Extracted information
**********
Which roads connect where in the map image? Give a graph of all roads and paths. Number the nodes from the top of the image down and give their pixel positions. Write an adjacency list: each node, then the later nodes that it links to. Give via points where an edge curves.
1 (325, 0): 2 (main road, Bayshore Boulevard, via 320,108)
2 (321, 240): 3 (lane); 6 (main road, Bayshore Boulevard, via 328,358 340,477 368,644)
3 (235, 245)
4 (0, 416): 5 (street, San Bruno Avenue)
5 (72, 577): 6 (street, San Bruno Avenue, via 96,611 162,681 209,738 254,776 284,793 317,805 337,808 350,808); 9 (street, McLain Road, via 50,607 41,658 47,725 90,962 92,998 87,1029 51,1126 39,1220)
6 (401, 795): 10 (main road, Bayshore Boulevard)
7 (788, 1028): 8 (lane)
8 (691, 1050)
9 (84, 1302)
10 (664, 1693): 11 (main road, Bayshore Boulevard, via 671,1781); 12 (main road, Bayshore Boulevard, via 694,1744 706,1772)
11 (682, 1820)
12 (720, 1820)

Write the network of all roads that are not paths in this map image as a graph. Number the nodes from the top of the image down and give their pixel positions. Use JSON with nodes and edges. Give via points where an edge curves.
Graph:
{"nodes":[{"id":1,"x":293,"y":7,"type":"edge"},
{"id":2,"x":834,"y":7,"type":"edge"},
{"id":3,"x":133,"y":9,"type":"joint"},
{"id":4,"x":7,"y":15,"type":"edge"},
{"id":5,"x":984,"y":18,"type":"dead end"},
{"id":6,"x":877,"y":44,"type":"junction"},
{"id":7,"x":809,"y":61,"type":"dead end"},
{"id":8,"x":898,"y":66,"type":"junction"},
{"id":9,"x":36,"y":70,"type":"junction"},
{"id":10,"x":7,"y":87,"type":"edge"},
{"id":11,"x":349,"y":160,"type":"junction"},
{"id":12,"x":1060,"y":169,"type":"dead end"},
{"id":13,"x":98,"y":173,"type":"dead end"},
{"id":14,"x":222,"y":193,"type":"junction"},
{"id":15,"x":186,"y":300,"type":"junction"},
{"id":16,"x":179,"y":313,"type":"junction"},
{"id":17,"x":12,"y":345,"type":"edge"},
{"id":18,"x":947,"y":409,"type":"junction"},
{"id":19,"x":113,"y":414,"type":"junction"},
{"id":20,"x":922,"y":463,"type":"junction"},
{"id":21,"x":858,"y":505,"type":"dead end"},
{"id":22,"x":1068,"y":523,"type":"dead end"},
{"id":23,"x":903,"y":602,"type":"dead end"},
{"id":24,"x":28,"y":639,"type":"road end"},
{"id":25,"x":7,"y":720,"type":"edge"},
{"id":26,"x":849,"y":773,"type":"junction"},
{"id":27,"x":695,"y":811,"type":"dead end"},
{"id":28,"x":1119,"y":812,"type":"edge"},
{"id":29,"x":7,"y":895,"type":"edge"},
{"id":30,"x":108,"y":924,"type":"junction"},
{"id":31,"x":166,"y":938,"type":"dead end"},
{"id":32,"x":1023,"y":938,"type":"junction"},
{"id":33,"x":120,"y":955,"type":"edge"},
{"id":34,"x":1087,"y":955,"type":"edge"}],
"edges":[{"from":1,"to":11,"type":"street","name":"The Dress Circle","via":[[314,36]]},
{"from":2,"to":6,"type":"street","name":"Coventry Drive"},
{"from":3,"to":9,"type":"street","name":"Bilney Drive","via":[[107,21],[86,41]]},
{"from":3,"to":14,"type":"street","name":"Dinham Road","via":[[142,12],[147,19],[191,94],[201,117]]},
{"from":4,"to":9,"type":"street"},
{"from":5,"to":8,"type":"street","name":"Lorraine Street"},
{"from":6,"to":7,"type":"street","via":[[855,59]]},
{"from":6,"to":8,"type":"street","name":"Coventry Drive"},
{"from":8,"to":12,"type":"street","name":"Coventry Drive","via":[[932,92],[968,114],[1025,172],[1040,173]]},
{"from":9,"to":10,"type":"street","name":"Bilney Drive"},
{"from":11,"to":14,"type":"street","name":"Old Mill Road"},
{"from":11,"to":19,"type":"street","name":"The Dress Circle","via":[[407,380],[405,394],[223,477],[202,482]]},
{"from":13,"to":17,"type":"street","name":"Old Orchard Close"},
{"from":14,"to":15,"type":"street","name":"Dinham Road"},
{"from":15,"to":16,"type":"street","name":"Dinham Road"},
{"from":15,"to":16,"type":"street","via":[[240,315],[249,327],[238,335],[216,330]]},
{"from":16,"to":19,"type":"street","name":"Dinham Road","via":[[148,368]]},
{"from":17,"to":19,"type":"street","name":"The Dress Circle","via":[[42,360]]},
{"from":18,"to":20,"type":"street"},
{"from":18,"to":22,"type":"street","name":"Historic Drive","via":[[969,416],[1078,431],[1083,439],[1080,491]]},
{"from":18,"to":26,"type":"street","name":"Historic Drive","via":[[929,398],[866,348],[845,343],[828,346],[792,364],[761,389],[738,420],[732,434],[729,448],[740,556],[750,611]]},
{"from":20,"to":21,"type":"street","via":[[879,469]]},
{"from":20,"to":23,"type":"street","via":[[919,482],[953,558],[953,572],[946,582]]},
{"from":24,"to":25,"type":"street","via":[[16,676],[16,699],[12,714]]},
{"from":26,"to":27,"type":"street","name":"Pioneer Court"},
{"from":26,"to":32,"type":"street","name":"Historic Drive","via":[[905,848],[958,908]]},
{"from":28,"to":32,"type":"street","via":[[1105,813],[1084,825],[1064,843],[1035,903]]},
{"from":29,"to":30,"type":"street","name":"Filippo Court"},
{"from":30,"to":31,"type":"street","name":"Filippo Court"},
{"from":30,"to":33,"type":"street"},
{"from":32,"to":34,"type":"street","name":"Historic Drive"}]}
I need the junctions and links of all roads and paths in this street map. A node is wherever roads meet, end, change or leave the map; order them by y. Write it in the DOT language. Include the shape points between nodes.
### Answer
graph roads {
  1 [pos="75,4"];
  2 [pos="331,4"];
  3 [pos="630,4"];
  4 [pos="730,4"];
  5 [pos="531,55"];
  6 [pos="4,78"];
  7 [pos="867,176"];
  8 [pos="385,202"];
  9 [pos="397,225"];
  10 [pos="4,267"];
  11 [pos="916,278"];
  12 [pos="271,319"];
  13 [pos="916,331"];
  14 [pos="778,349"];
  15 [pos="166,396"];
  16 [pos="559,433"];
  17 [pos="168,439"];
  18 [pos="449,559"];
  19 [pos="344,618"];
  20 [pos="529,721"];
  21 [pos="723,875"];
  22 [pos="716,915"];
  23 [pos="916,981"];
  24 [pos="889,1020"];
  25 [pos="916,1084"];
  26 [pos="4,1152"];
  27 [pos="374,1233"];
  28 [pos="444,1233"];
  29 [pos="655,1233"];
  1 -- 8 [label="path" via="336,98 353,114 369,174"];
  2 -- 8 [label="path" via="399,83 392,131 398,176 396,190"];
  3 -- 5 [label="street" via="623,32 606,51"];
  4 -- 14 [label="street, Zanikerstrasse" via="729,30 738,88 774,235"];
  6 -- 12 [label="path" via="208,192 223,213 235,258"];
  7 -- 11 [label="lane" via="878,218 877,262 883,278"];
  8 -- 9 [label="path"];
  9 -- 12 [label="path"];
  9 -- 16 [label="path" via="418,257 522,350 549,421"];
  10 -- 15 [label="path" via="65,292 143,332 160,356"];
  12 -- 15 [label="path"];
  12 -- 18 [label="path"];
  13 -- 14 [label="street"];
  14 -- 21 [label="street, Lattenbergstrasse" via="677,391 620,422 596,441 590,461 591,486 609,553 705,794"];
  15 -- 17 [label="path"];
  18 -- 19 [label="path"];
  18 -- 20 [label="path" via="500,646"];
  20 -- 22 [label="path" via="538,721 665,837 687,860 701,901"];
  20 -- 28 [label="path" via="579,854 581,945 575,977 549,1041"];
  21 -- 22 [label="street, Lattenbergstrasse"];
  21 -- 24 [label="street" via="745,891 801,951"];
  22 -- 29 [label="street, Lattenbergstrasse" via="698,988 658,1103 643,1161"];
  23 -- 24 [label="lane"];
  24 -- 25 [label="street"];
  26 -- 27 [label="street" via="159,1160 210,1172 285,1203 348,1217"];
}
**********
About this task
Only the lines containing the word "Dress" should be returned from the data above.

Solution for this task
"edges":[{"from":1,"to":11,"type":"street","name":"The Dress Circle","via":[[314,36]]},
{"from":11,"to":19,"type":"street","name":"The Dress Circle","via":[[407,380],[405,394],[223,477],[202,482]]},
{"from":17,"to":19,"type":"street","name":"The Dress Circle","via":[[42,360]]},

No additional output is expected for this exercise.